“La musica può svolgere un ruolo fondamentale per rilanciare i territori”. A sottolinearlo il Maestro Uto Ughi, intervistato prima di salire sul palco nella piazza della Dogana in occasione dell’estate avellinese.
«Sono convinto che nei centri più piccoli ci sia una maggiore attenzione verso le iniziative culturali rispetto alle grandi città, dove tutto avviene in maniera più diluita e dispersa.
Penso che questa città, così come Benevento con il suo meraviglioso Teatro romano, possa dare veramente molto alla rinascita culturale di cui parlava, attraverso la musica e tutte le arti.
Questa sera suoneremo le Quattro Stagioni di Vivaldi, che è uno dei pezzi emblematici della cultura italiana». Spiega come «Le Quattro Stagioni sono uno dei primi esempi di musica figurativa. Cosa vuol dire figurativa? Che la musica è accompagnata dalla letteratura. Certo, Vivaldi non ha pretese letterarie come Dante Alighieri o Giacomo Leopardi. Era un musicista che scriveva le sue impressioni sul foglio, sul pentagramma musicale, e questo era molto importante».
Musica svolge un ruolo cruciale per le aree interne, ne è convinto Ughi «La musica deve stare alla portata di tutti, perché è un bene culturale e spirituale che nobilita l’uomo.
Chi suona Mozart e Bach non andrà mai a scassinare una banca o a rovinare un negozio».
Emozionato Luca Cipriano, assessore al Comune di Avellino nell’inaugurazione il ciclo di concerti in piazza Amendola.
«Da parte nostra c’è grandissima soddisfazione, perché la prima settimana è stata piena di persone, di curiosità, di giovani, di adulti, di cittadini di tutte le fasce d’età che hanno apprezzato i nostri primi eventi.
Inaugurare la piazza della Dogana, la rinata Dogana, con un grande della musica mondiale come Uto Ughi, che torna ad Avellino dopo dieci anni, è stato un momento importante. Era già stato al Teatro Gesualdo dieci anni fa per inaugurare una stagione teatrale fortunatissima. Questa volta abbiamo dedicato una serata alle Quattro Stagioni di Vivaldi, con un’orchestra di quattordici elementi. È la prima volta che piazza Mendola ospita un concerto di musica classica di questa levatura e spessore e noi siamo veramente contenti della risposta degli avellinesi».
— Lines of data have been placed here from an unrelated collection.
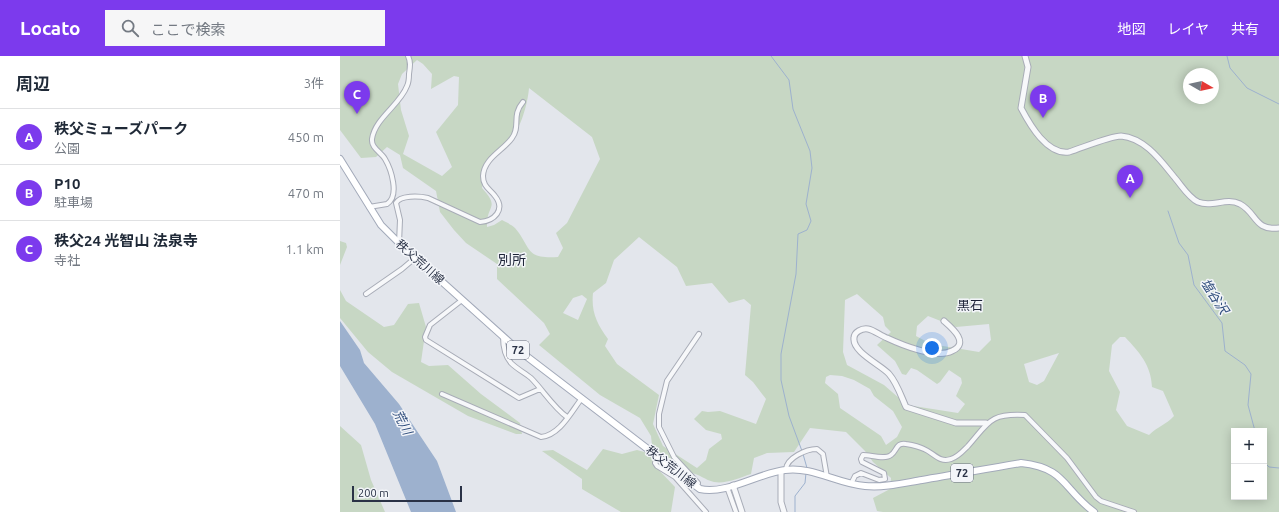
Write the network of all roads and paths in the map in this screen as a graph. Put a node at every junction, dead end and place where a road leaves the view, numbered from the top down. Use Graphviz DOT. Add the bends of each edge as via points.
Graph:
graph roads {
  1 [pos="408,56"];
  2 [pos="1025,56"];
  3 [pos="523,102"];
  4 [pos="340,159"];
  5 [pos="369,207"];
  6 [pos="1279,228"];
  7 [pos="399,243"];
  8 [pos="415,258"];
  9 [pos="366,294"];
  10 [pos="462,300"];
  11 [pos="944,321"];
  12 [pos="699,334"];
  13 [pos="503,337"];
  14 [pos="540,389"];
  15 [pos="442,394"];
  16 [pos="582,398"];
  17 [pos="567,417"];
  18 [pos="986,423"];
  19 [pos="658,457"];
  20 [pos="783,470"];
  21 [pos="827,477"];
  22 [pos="851,484"];
  23 [pos="733,485"];
  24 [pos="696,487"];
  25 [pos="727,488"];
  26 [pos="706,512"];
  27 [pos="736,512"];
  28 [pos="742,512"];
  29 [pos="784,512"];
  30 [pos="1094,512"];
  31 [pos="1134,512"];
  1 -- 5 [label="street" via="411,62 407,86 375,130 372,140 373,146 388,164 394,187 392,198 387,204"];
  2 -- 6 [label="street" via="1028,67 1021,108 1039,134 1055,150 1069,152 1121,136 1140,141 1157,157 1190,197 1206,204 1224,201 1238,203 1258,224 1266,228"];
  3 -- 7 [label="street" via="515,114 516,131 490,160 483,177 485,187 498,202 498,214 487,222 480,222 422,196 401,199 396,203 400,220"];
  4 -- 5 [label="main road, 秩父荒川線 / 72"];
  5 -- 7 [label="main road, 秩父荒川線 / 72" via="381,225"];
  7 -- 8 [label="main road, 秩父荒川線 / 72"];
  8 -- 9 [label="street"];
  8 -- 10 [label="main road, 秩父荒川線 / 72"];
  10 -- 13 [label="main road, 秩父荒川線 / 72"];
  10 -- 14 [label="street" via="430,325 426,340 519,398"];
  11 -- 18 [label="street" via="956,330 959,336 956,348 951,352 921,351 868,329 857,332 854,341 859,350 893,379 906,407 956,423"];
  12 -- 24 [label="street" via="667,380 659,414 661,434 674,457 698,483"];
  13 -- 14 [label="street" via="506,356"];
  13 -- 16 [label="main road, 秩父荒川線 / 72"];
  14 -- 17 [label="street"];
  15 -- 17 [label="street" via="540,437 558,430"];
  16 -- 17 [label="street"];
  16 -- 19 [label="main road, 秩父荒川線 / 72"];
  18 -- 22 [label="street" via="966,448 951,459 939,459 926,449 904,443 898,445 892,455 887,457 864,456 862,462 884,473 885,478 879,480 861,473 855,476"];
  18 -- 31 [label="street" via="998,416 1025,415 1067,458 1096,497"];
  19 -- 24 [label="main road, 秩父荒川線 / 72"];
  19 -- 26 [label="street" via="655,463 657,466 675,478"];
  20 -- 21 [label="main road, 秩父荒川線 / 72" via="803,471"];
  20 -- 21 [label="street" via="788,463 806,451 817,449 823,454"];
  20 -- 23 [label="main road, 秩父荒川線 / 72"];
  20 -- 29 [label="street" via="781,502"];
  21 -- 22 [label="main road, 秩父荒川線 / 72"];
  22 -- 30 [label="main road, 秩父荒川線 / 72" via="879,486 1021,463 1050,469"];
  23 -- 25 [label="main road, 秩父荒川線 / 72"];
  23 -- 28 [label="street"];
  24 -- 25 [label="main road, 秩父荒川線 / 72" via="712,491"];
  25 -- 27 [label="street"];
}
Un fine settimana ricco di appuntamenti.
«auto Ughi è stato soltanto l’inizio di un weekend pienissimo. Venerdì e sabato ci sono i concerti sul tetto della Dogana, ma anche i concerti in via Verdi e lungo corso Vittorio Emanuele, i comici a San Tommaso, l’evento “Stacca” con i giovani al Parco Palatucci, poi le visite guidate in città, il torneo di burraco sotto le stelle e ancora i concerti sul tetto della Dogana sabato e domenica.
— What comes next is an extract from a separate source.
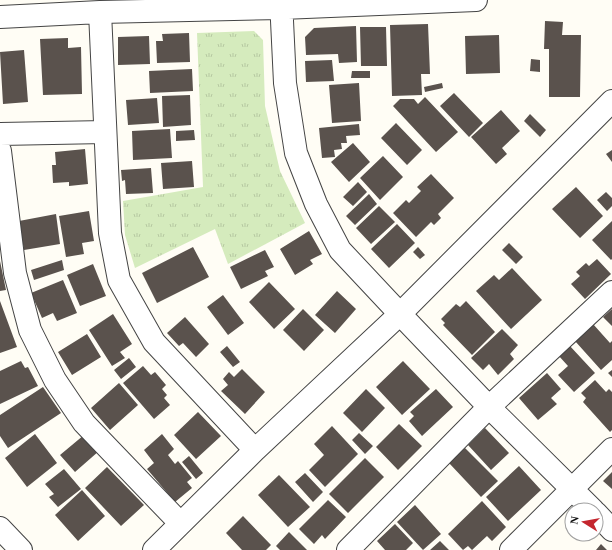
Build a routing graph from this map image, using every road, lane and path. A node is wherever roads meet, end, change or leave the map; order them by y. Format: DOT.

Insomma, è il primo weekend d’estate in cui gli avellinesi hanno davvero tanto da scegliere. C’è tanto da scoprire».
E sul concertone
«Purtroppo ancora non siamo riusciti a individuare un sostituto di Fedez. Come ho detto nei giorni scorsi, il tempo è pochissimo. C’è un grandissimo impegno, stiamo cercando artisti di caratura importante in tutte le tipologie, da quelli più classici agli artisti più moderni. Nel giro di qualche giorno cercheremo di capire.
Quello che voglio dire è che comunque regaliamo agli avellinesi un’estate ricchissima di eventi. Sono novanta gli appuntamenti per tutti i generi: il cinema, lo sport, la comicità, la musica, il teatro, i giovani, i dj set. C’è davvero tanto.
Speriamo di avere anche un evento il 16 agosto, ma se non dovesse esserci non sarà un problema».